- Requirement -
Restate the entries word for word and skip every image.
┌─ Extracted data
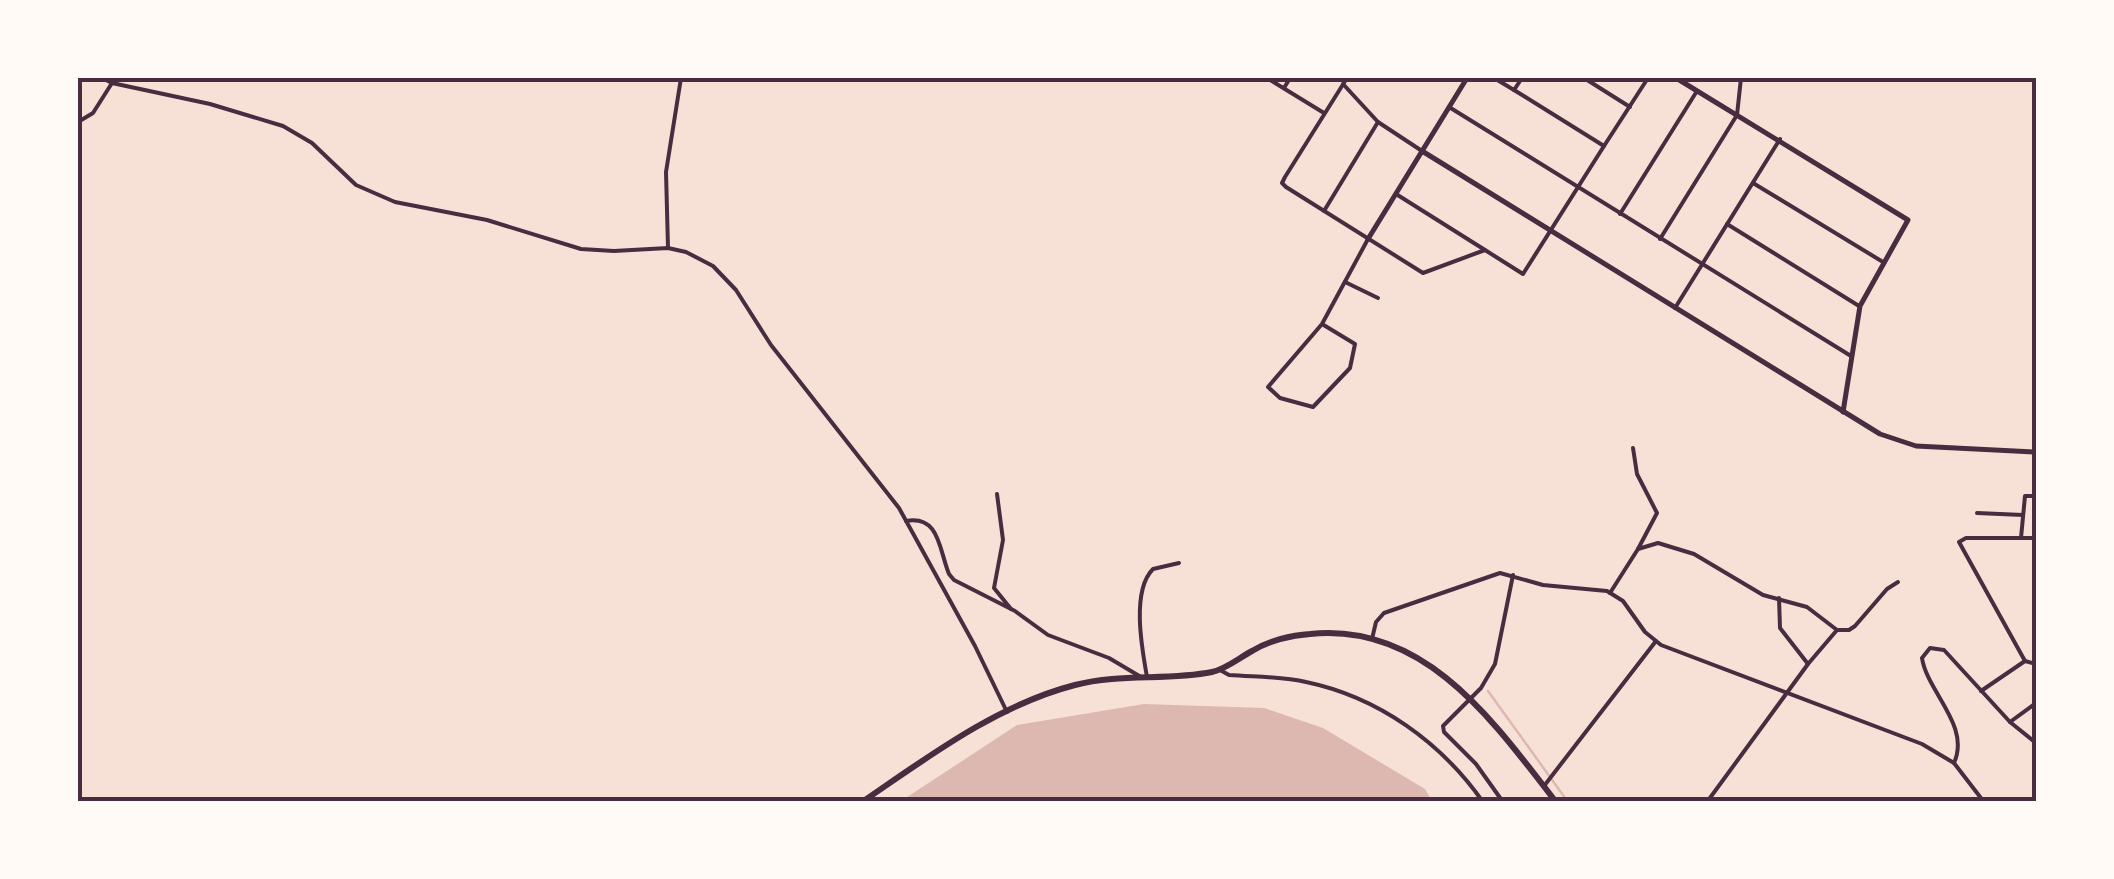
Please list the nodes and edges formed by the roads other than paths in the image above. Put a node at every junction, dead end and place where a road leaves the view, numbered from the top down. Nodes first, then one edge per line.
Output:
1 (102, 78) edge
2 (681, 78) edge
3 (1267, 78) edge
4 (1290, 78) edge
5 (1347, 78) edge
6 (1467, 78) edge
7 (1494, 78) edge
8 (1522, 78) edge
9 (1584, 78) edge
10 (1648, 78) edge
11 (1676, 78) edge
12 (1741, 78) edge
13 (112, 83) junction
14 (1343, 84) junction
15 (1284, 88) junction
16 (1514, 90) junction
17 (1697, 91) junction
18 (1630, 106) junction
19 (1449, 107) junction
20 (1324, 113) junction
21 (1737, 115) junction
22 (78, 122) edge
23 (1378, 122) junction
24 (1780, 139) junction
25 (1604, 146) junction
26 (1422, 151) junction
27 (1754, 183) junction
28 (1578, 188) junction
29 (1396, 194) junction
30 (1324, 211) junction
31 (1620, 214) junction
32 (1727, 224) junction
33 (1551, 231) junction
34 (1368, 239) junction
35 (1660, 239) junction
36 (668, 248) junction
37 (1486, 250) junction
38 (1883, 262) junction
39 (1702, 266) junction
40 (1345, 282) junction
41 (1378, 298) dead end
42 (1860, 306) junction
43 (1675, 308) junction
44 (1322, 324) junction
45 (1852, 356) junction
46 (1843, 412) junction
47 (1634, 448) dead end
48 (2036, 452) edge
49 (997, 494) dead end
50 (2036, 496) edge
51 (1977, 513) dead end
52 (2024, 515) junction
53 (906, 521) junction
54 (2022, 538) junction
55 (2036, 538) edge
56 (1638, 549) junction
57 (1179, 563) dead end
58 (1514, 575) junction
59 (1898, 582) dead end
60 (1610, 593) junction
61 (1779, 598) junction
62 (1011, 608) junction
63 (1837, 630) junction
64 (1372, 639) junction
65 (1656, 641) junction
66 (2025, 661) junction
67 (1808, 664) junction
68 (2036, 664) edge
69 (1220, 670) junction
70 (1144, 677) junction
71 (1981, 692) junction
72 (1788, 694) junction
73 (1471, 697) junction
74 (2036, 703) edge
75 (1007, 712) junction
76 (2010, 722) junction
77 (2036, 743) edge
78 (1954, 763) junction
79 (1548, 781) junction
80 (862, 802) edge
81 (1483, 802) edge
82 (1503, 802) edge
83 (1556, 802) edge
84 (1707, 802) edge
85 (1984, 802) edge

1 - 13 street
2 - 36 street
3 - 15 street
4 - 15 street
5 - 14 street
6 - 19 street
7 - 16 street
8 - 16 street
9 - 18 street
10 - 18 street
11 - 17 street
12 - 21 street
13 - 22 street
13 - 36 street
14 - 20 street
14 - 23 street
15 - 20 street
16 - 25 street
17 - 21 street
17 - 31 street
18 - 25 street
19 - 26 street
19 - 28 street
20 - 30 street
21 - 24 street
21 - 35 street
23 - 26 street
23 - 30 street
24 - 27 street
24 - 38 street
25 - 28 street
26 - 29 street
26 - 33 street
27 - 32 street
27 - 38 street
28 - 31 street
28 - 33 street
29 - 34 street
29 - 37 street
30 - 34 street
31 - 35 street
32 - 39 street
32 - 42 street
33 - 37 street
33 - 43 street
34 - 37 street
34 - 40 street
35 - 39 street
36 - 53 street
38 - 42 street
39 - 43 street
39 - 45 street
40 - 41 street
40 - 44 street
42 - 45 street
43 - 46 street
44 - 44 street
45 - 46 street
46 - 48 street
47 - 56 street
49 - 62 street
50 - 52 street
51 - 52 street
52 - 54 street
53 - 62 street
53 - 75 street
54 - 55 street
54 - 66 street
56 - 60 street
56 - 61 street
57 - 70 street
58 - 60 street
58 - 64 street
58 - 73 street
59 - 63 street
60 - 65 street
61 - 63 street
61 - 67 street
62 - 70 street
63 - 67 street
64 - 69 main road
64 - 73 main road
65 - 72 street
65 - 79 street
66 - 68 street
66 - 71 street
67 - 72 street
69 - 70 main road
69 - 81 street
70 - 75 main road
71 - 76 street
71 - 78 street
72 - 78 street
72 - 84 street
73 - 79 main road
73 - 82 street
74 - 76 street
75 - 80 main road
76 - 77 street
78 - 85 street
79 - 83 main road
└─
- Result of the task -
Please list the nodes and edges formed by the roads other than paths in the image above. Put a node at every junction, dead end and place where a road leaves the view, numbered from the top down. Nodes first, then one edge per line.
Output:
1 (102, 78) edge
2 (681, 78) edge
3 (1267, 78) edge
4 (1290, 78) edge
5 (1347, 78) edge
6 (1467, 78) edge
7 (1494, 78) edge
8 (1522, 78) edge
9 (1584, 78) edge
10 (1648, 78) edge
11 (1676, 78) edge
12 (1741, 78) edge
13 (112, 83) junction
14 (1343, 84) junction
15 (1284, 88) junction
16 (1514, 90) junction
17 (1697, 91) junction
18 (1630, 106) junction
19 (1449, 107) junction
20 (1324, 113) junction
21 (1737, 115) junction
22 (78, 122) edge
23 (1378, 122) junction
24 (1780, 139) junction
25 (1604, 146) junction
26 (1422, 151) junction
27 (1754, 183) junction
28 (1578, 188) junction
29 (1396, 194) junction
30 (1324, 211) junction
31 (1620, 214) junction
32 (1727, 224) junction
33 (1551, 231) junction
34 (1368, 239) junction
35 (1660, 239) junction
36 (668, 248) junction
37 (1486, 250) junction
38 (1883, 262) junction
39 (1702, 266) junction
40 (1345, 282) junction
41 (1378, 298) dead end
42 (1860, 306) junction
43 (1675, 308) junction
44 (1322, 324) junction
45 (1852, 356) junction
46 (1843, 412) junction
47 (1634, 448) dead end
48 (2036, 452) edge
49 (997, 494) dead end
50 (2036, 496) edge
51 (1977, 513) dead end
52 (2024, 515) junction
53 (906, 521) junction
54 (2022, 538) junction
55 (2036, 538) edge
56 (1638, 549) junction
57 (1179, 563) dead end
58 (1514, 575) junction
59 (1898, 582) dead end
60 (1610, 593) junction
61 (1779, 598) junction
62 (1011, 608) junction
63 (1837, 630) junction
64 (1372, 639) junction
65 (1656, 641) junction
66 (2025, 661) junction
67 (1808, 664) junction
68 (2036, 664) edge
69 (1220, 670) junction
70 (1144, 677) junction
71 (1981, 692) junction
72 (1788, 694) junction
73 (1471, 697) junction
74 (2036, 703) edge
75 (1007, 712) junction
76 (2010, 722) junction
77 (2036, 743) edge
78 (1954, 763) junction
79 (1548, 781) junction
80 (862, 802) edge
81 (1483, 802) edge
82 (1503, 802) edge
83 (1556, 802) edge
84 (1707, 802) edge
85 (1984, 802) edge

1 - 13 street
2 - 36 street
3 - 15 street
4 - 15 street
5 - 14 street
6 - 19 street
7 - 16 street
8 - 16 street
9 - 18 street
10 - 18 street
11 - 17 street
12 - 21 street
13 - 22 street
13 - 36 street
14 - 20 street
14 - 23 street
15 - 20 street
16 - 25 street
17 - 21 street
17 - 31 street
18 - 25 street
19 - 26 street
19 - 28 street
20 - 30 street
21 - 24 street
21 - 35 street
23 - 26 street
23 - 30 street
24 - 27 street
24 - 38 street
25 - 28 street
26 - 29 street
26 - 33 street
27 - 32 street
27 - 38 street
28 - 31 street
28 - 33 street
29 - 34 street
29 - 37 street
30 - 34 street
31 - 35 street
32 - 39 street
32 - 42 street
33 - 37 street
33 - 43 street
34 - 37 street
34 - 40 street
35 - 39 street
36 - 53 street
38 - 42 street
39 - 43 street
39 - 45 street
40 - 41 street
40 - 44 street
42 - 45 street
43 - 46 street
44 - 44 street
45 - 46 street
46 - 48 street
47 - 56 street
49 - 62 street
50 - 52 street
51 - 52 street
52 - 54 street
53 - 62 street
53 - 75 street
54 - 55 street
54 - 66 street
56 - 60 street
56 - 61 street
57 - 70 street
58 - 60 street
58 - 64 street
58 - 73 street
59 - 63 street
60 - 65 street
61 - 63 street
61 - 67 street
62 - 70 street
63 - 67 street
64 - 69 main road
64 - 73 main road
65 - 72 street
65 - 79 street
66 - 68 street
66 - 71 street
67 - 72 street
69 - 70 main road
69 - 81 street
70 - 75 main road
71 - 76 street
71 - 78 street
72 - 78 street
72 - 84 street
73 - 79 main road
73 - 82 street
74 - 76 street
75 - 80 main road
76 - 77 street
78 - 85 street
79 - 83 main road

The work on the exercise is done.